Studio album by Dynasty
- Released: May 24, 2011
- Genre: Christian hardcore, hardcore punk
- Length: 22:15
- Label: Strike First

Dynasty chronology
|  | Truer Living with a Youthful Vengeance (2011) | Beyond Measure (2013) |

= Truer Living with a Youthful Vengeance =

Truer Living with a Youthful Vengeance is the first studio album from Dynasty.

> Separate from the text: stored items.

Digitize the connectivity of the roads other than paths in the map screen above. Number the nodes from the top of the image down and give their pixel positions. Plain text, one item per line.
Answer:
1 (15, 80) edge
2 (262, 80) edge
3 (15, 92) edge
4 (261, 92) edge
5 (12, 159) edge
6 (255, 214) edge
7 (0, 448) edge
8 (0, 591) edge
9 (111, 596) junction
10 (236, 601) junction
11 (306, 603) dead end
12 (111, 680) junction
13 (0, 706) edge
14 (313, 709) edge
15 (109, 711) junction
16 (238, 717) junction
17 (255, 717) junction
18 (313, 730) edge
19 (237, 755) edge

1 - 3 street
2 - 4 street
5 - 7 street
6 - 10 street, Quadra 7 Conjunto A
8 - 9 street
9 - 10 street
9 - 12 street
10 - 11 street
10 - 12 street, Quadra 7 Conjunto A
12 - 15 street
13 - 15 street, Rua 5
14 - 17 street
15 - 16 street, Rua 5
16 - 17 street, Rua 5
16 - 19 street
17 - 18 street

Strike First Records released the album on May 24, 2011.

==Critical reception==

Awarding the album four stars from HM Magazine, Brittany McNeal states, "the album has thoughtful lyrics that provide an attention-grabbing full effect." Ian Webber, rating the album seven out of ten for Cross Rhythms, writes, "At times punk influences can be heard as the onslaught from these 10 tracks never lets up." Giving the album three and a half stars at Christ Core, Brian Morrissette says, "Truer Living with a Youthful Vengeance is a great album, but I sadly think this LP will be overlooked unjustly by many fans of the hardcore genre."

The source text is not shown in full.